───── RECORD EXTRACTS ─────
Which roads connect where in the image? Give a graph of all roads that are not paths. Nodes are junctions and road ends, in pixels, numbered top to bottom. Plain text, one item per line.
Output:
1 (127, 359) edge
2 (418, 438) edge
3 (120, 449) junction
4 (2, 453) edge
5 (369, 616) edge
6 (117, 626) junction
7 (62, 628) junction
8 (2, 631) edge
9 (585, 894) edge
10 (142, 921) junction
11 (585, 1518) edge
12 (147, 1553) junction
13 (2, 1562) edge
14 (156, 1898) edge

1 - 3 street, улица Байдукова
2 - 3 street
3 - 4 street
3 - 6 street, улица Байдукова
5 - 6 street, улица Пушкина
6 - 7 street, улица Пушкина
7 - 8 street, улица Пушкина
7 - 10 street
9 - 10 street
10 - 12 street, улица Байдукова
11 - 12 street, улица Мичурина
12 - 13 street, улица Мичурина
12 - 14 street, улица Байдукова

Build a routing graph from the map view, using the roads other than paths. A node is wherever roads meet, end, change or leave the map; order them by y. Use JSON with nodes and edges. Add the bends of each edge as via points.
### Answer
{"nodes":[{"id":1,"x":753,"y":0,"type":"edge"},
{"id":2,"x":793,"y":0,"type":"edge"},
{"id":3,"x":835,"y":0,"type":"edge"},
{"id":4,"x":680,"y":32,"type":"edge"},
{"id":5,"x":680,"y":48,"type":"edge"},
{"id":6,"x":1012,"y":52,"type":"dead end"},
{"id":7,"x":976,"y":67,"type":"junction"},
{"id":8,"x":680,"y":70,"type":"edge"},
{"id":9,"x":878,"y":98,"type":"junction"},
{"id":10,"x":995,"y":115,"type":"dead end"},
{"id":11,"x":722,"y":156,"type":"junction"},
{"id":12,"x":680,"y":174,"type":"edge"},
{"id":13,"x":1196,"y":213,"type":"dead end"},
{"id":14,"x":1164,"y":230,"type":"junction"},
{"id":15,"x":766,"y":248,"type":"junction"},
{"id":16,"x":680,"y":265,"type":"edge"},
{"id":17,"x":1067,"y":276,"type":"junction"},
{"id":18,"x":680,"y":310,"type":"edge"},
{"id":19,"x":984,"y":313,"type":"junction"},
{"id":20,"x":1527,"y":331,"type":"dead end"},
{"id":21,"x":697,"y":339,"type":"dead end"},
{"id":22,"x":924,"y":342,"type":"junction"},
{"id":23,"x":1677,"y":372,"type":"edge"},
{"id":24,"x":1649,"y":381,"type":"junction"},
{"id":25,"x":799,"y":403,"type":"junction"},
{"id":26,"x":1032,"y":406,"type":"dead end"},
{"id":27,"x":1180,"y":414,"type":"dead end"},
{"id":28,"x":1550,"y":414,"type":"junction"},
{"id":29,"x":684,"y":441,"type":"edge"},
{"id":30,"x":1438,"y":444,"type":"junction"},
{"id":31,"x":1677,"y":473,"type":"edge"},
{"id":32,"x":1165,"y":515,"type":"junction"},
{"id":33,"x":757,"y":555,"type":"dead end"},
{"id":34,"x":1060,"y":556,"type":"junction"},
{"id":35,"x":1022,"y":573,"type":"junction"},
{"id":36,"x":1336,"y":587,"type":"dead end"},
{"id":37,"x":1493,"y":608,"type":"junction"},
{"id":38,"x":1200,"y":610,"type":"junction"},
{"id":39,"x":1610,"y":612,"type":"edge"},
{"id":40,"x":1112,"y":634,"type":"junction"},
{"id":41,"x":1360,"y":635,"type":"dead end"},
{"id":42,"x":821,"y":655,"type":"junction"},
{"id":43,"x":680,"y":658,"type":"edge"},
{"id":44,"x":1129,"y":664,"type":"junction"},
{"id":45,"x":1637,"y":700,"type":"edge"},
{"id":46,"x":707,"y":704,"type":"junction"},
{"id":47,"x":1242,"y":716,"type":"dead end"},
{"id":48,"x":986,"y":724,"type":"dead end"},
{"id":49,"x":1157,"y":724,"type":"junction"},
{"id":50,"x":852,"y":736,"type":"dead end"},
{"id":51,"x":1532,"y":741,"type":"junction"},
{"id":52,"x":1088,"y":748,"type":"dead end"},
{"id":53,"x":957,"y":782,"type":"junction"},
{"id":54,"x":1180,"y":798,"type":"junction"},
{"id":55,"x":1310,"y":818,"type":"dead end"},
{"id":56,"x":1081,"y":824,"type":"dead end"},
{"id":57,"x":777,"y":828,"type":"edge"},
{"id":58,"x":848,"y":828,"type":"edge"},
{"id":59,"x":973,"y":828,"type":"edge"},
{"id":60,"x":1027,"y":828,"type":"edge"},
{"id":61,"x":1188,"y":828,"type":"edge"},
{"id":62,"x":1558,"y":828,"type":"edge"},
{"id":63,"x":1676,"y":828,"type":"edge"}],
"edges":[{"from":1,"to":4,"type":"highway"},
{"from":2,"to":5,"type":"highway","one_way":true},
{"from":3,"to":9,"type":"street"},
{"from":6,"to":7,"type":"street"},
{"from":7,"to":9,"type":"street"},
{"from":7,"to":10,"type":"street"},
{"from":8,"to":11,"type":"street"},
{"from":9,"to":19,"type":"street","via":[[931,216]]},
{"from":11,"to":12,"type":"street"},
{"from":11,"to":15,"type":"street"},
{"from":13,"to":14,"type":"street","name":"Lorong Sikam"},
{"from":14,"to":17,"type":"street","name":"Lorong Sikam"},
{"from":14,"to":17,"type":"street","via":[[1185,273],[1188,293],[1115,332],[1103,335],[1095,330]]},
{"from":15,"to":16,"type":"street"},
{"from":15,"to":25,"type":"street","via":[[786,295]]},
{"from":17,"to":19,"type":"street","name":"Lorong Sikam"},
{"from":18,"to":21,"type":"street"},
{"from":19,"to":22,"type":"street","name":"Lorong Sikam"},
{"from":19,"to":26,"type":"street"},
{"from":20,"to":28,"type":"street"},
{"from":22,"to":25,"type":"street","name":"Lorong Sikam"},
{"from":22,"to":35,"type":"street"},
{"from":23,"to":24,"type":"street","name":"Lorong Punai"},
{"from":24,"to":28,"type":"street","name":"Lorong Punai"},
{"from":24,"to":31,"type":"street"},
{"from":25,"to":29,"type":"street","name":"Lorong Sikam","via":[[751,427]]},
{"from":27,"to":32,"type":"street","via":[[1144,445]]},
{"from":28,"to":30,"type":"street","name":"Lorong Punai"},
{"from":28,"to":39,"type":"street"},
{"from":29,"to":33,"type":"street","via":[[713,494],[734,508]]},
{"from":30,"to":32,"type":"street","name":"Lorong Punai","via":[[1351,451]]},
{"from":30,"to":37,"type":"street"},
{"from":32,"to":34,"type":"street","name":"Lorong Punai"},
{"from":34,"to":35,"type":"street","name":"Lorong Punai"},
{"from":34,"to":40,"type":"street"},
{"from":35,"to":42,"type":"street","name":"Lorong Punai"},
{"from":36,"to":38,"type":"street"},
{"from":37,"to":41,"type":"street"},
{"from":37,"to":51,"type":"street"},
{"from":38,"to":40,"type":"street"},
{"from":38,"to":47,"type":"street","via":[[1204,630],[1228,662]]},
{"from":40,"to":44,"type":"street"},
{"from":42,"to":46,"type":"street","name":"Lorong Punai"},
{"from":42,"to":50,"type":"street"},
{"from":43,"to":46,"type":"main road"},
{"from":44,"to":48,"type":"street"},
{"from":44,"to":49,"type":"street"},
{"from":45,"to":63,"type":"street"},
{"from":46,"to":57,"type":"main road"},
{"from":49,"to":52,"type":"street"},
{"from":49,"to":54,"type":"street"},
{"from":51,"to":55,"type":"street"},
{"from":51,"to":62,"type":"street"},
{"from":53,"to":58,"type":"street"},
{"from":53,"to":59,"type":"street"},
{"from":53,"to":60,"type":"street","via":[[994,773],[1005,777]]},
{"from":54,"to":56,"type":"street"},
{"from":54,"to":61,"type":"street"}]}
─────
From the entries above, copy each line holding "main".

EXERCISE OUTPUT:
{"from":43,"to":46,"type":"main road"},
{"from":46,"to":57,"type":"main road"},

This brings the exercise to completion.